• [PROBLEM DESCRIPTION]: Search the records below for the string "Bento" and report only the number of lines that contain it.

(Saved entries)
════

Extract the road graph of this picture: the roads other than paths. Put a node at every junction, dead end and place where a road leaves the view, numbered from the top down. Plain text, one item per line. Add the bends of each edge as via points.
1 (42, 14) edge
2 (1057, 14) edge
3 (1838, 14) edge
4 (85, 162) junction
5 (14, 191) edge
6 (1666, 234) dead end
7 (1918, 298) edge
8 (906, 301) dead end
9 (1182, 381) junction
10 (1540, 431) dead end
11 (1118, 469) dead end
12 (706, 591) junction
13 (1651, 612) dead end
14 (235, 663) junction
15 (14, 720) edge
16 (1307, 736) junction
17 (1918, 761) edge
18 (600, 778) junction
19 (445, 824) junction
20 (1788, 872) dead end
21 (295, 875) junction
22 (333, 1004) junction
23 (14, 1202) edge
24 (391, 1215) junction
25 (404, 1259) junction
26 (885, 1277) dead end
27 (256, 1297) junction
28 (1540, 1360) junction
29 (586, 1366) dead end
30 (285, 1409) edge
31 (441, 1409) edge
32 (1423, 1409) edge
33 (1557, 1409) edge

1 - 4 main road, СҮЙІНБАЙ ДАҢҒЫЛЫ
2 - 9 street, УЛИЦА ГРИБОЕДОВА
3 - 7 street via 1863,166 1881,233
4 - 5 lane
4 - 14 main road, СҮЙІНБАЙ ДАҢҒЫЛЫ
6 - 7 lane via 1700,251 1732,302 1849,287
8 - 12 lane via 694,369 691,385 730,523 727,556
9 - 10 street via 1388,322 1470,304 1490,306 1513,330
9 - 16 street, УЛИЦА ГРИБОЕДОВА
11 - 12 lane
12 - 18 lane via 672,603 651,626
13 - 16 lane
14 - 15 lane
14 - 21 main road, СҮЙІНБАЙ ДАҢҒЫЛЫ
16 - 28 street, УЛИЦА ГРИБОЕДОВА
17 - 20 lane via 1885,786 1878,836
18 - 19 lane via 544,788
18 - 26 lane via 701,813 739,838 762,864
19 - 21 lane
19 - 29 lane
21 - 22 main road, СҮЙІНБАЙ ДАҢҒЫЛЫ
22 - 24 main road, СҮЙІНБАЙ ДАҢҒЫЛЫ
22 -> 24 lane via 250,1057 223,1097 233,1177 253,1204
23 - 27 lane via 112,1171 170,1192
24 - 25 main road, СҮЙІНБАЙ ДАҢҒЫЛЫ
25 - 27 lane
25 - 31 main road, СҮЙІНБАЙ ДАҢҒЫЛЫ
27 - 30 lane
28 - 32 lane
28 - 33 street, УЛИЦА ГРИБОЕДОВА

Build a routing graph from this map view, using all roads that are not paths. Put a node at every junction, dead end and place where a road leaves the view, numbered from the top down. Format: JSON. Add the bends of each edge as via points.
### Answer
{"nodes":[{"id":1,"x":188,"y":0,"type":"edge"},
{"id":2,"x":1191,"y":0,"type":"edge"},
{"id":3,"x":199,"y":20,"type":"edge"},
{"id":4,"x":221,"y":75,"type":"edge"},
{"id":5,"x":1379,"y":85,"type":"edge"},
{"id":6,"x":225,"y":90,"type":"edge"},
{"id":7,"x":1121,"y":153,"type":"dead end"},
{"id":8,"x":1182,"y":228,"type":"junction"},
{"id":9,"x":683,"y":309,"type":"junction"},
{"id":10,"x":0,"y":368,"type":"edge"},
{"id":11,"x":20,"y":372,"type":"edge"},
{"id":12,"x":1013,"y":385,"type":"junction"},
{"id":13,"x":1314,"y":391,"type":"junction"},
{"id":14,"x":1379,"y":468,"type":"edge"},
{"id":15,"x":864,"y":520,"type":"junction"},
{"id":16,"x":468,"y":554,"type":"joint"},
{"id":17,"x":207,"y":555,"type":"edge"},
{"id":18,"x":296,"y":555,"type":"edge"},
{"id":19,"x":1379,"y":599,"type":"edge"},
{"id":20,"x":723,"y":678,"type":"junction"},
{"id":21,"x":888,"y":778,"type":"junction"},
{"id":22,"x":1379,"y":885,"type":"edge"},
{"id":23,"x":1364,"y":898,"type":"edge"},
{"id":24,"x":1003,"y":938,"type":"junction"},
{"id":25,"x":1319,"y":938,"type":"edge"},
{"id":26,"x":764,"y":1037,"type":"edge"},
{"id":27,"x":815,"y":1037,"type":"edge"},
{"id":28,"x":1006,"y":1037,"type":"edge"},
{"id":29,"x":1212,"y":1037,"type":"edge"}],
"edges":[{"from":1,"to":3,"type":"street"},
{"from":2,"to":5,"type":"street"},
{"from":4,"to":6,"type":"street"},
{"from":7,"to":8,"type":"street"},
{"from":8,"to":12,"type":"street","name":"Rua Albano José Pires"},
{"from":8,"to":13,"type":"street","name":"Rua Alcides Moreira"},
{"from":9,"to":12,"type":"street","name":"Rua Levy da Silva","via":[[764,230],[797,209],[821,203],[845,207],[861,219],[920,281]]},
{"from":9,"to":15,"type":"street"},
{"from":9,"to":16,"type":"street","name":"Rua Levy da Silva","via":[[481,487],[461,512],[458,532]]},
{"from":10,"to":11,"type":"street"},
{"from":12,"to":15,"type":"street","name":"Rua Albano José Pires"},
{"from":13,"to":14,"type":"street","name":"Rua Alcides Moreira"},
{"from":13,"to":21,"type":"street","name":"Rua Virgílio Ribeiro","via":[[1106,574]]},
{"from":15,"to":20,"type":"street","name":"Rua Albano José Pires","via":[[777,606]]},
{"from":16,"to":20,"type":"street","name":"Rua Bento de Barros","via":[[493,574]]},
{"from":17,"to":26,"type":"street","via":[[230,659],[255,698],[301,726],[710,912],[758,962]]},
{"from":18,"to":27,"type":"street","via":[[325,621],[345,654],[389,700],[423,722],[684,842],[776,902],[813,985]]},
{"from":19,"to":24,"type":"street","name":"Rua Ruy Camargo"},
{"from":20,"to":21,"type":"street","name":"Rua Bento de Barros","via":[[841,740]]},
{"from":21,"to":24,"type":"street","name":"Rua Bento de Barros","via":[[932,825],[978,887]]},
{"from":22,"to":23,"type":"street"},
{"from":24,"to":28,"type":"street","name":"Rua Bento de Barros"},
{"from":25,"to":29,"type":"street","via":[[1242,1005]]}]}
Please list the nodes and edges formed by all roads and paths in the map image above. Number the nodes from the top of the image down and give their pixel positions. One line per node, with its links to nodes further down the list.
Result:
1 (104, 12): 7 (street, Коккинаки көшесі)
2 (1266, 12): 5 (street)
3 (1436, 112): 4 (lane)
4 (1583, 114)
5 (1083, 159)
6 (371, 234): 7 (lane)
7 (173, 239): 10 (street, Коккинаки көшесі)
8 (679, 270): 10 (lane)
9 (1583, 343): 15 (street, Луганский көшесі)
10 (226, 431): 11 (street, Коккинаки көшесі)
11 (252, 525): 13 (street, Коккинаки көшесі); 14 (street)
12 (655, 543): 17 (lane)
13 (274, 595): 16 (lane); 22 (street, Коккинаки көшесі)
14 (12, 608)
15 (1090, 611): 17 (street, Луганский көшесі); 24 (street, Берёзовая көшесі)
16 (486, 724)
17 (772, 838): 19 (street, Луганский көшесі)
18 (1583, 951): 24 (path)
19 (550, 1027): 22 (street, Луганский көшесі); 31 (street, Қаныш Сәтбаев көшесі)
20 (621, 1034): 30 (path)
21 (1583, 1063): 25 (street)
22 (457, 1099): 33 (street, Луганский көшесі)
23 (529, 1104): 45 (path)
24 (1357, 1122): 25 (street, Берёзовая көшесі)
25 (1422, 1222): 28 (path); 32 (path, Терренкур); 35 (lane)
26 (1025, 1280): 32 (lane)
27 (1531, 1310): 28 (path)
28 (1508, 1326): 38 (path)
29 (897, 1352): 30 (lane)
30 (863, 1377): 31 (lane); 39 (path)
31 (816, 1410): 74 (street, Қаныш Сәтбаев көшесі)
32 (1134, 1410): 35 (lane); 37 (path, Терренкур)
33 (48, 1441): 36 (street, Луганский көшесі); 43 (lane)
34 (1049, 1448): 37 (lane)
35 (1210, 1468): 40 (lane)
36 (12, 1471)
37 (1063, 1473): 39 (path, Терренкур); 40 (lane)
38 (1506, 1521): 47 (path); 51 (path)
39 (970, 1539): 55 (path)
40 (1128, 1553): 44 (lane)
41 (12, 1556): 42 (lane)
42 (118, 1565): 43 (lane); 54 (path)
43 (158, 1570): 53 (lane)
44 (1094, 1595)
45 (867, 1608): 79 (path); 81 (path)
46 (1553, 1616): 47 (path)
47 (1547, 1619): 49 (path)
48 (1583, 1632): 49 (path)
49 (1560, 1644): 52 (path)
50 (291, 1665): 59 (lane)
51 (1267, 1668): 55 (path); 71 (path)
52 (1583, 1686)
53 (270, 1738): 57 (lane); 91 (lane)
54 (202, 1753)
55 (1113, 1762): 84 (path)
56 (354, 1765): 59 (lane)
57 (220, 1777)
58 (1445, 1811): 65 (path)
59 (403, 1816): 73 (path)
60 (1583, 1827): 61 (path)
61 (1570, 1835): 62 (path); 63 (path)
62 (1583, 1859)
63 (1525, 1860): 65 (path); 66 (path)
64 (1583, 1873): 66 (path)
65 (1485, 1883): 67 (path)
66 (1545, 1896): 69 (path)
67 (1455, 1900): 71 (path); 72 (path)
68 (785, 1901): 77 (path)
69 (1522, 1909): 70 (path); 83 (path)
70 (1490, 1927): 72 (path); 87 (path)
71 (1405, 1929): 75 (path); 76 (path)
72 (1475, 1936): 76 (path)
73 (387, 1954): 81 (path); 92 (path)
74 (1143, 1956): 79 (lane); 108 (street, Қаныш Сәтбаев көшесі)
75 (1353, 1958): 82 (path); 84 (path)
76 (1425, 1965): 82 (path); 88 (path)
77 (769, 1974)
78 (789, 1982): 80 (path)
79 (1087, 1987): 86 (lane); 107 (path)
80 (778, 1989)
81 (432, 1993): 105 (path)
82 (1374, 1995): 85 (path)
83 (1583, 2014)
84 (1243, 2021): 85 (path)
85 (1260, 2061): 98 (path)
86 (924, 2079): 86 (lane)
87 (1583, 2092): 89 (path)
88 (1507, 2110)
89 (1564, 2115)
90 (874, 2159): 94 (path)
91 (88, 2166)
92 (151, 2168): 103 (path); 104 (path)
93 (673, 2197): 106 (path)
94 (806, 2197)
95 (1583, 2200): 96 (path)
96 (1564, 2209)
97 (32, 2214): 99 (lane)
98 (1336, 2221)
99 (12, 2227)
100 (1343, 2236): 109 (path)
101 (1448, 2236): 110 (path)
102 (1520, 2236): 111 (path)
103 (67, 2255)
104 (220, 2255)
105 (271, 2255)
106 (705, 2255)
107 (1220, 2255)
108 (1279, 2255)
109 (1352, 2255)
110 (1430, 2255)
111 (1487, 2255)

════

• [EXERCISE RESULT]: 4